CDNet: Cross-Domain Description and Detection for 2D - 3D Learning Local
AbstractBy integrating descriptors with keypoint detectors, we can unlock the
possibility of achieving comprehensive image matching and retrieval,
which presents significant implications for various modern applications
in computer vision and image processing. Despite the numerous proposals
for learning-based feature detection and keypoint description in 2D or
3D, the matching between 2D images and 3D point clouds has not received
thorough investigation. In this work, we propose a two-branch fully
convolutional network framework that maps 2D images and 3D point clouds
into a latent space for feature description and feature point detection.
Our model leverages two parallel branches, one for extracting features
from 2D images and the other from 3D point clouds, while facilitating
information exchange through weight sharing. This approach enables us to
fully exploit the correlations between 2D images and 3D point clouds,
enhancing the expressive power of features and achieving more accurate
and robust performance in image matching and retrieval tasks.

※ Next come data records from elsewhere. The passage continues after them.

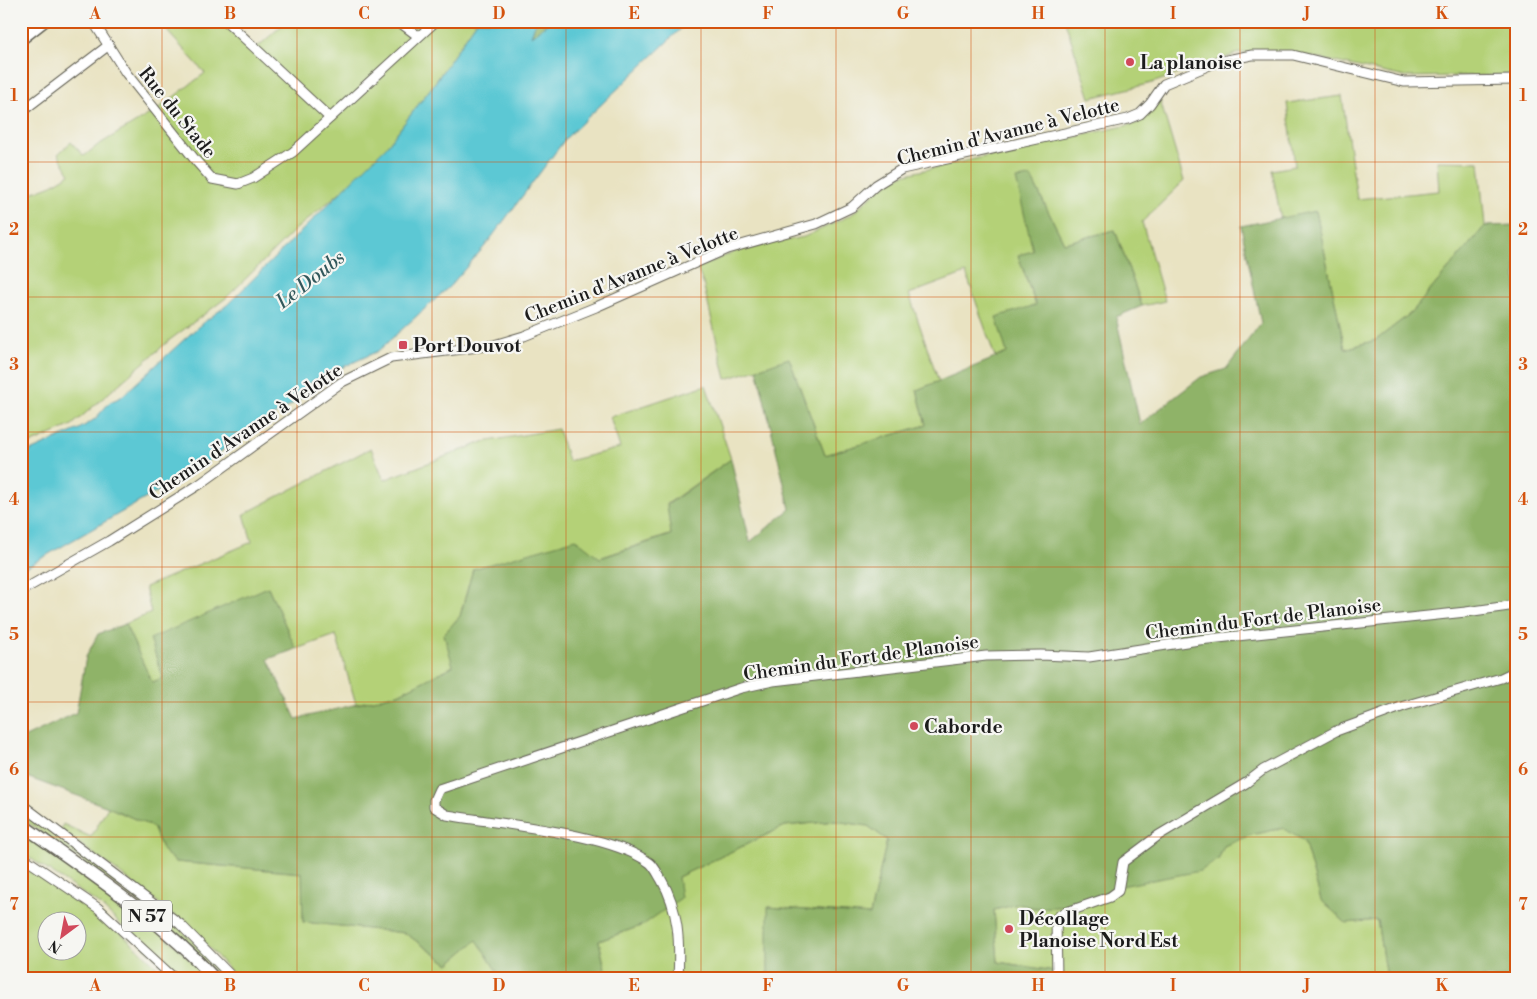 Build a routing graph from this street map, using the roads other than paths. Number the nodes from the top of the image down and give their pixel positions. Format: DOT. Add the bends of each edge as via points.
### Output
graph roads {
  1 [pos="44,21"];
  2 [pos="92,21"];
  3 [pos="226,21"];
  4 [pos="398,21"];
  5 [pos="436,21"];
  6 [pos="418,36"];
  7 [pos="21,39"];
  8 [pos="109,45"];
  9 [pos="1516,80"];
  10 [pos="21,112"];
  11 [pos="330,118"];
  12 [pos="21,592"];
  13 [pos="1516,605"];
  14 [pos="1516,671"];
  15 [pos="21,804"];
  16 [pos="21,824"];
  17 [pos="21,856"];
  18 [pos="174,978"];
  19 [pos="214,978"];
  20 [pos="233,978"];
  21 [pos="678,978"];
  22 [pos="1057,978"];
  1 -- 7 [label="main road"];
  2 -- 8 [label="street, Rue du Stade"];
  3 -- 11 [label="street"];
  4 -- 6 [label="street"];
  5 -- 6 [label="street, Rue du Stade"];
  6 -- 11 [label="street, Rue du Stade"];
  8 -- 10 [label="street"];
  8 -- 11 [label="street, Rue du Stade" via="126,73 196,162 212,178 224,183 238,184 253,178 293,152"];
  9 -- 12 [label="street, Chemin d'Avanne à Velotte" via="1404,82 1292,55 1252,55 1217,62 1164,84 1140,114 1128,119 902,169 876,185 852,207 816,224 727,249 524,336 494,345 391,358 342,382 200,484"];
  13 -- 21 [label="street, Chemin du Fort de Planoise" via="1199,640 1089,657 1041,654 976,657 773,681 714,697 439,789 434,807 447,815 615,846 651,864 672,897 680,941"];
  14 -- 22 [label="street" via="1336,731 1263,770 1159,835 1123,862 1118,891 1110,897 1060,914 1056,920"];
  15 -- 20 [label="street" via="180,924"];
  16 -- 19 [label="main road, N 57" via="147,916"];
  17 -- 18 [label="street" via="98,908"];
}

Additionally, we have designed a novel loss function to enhance
descriptor performance and enable more accurate keypoint detection.
Finally, we extensively evaluate our model on the SceneNN and 3DMatch
datasets, demonstrating its strong performance in accurate and efficient
2D-3D image matching. Our findings have significant implications for
various applications, including augmented reality, autonomous
navigation, and 3D reconstruction.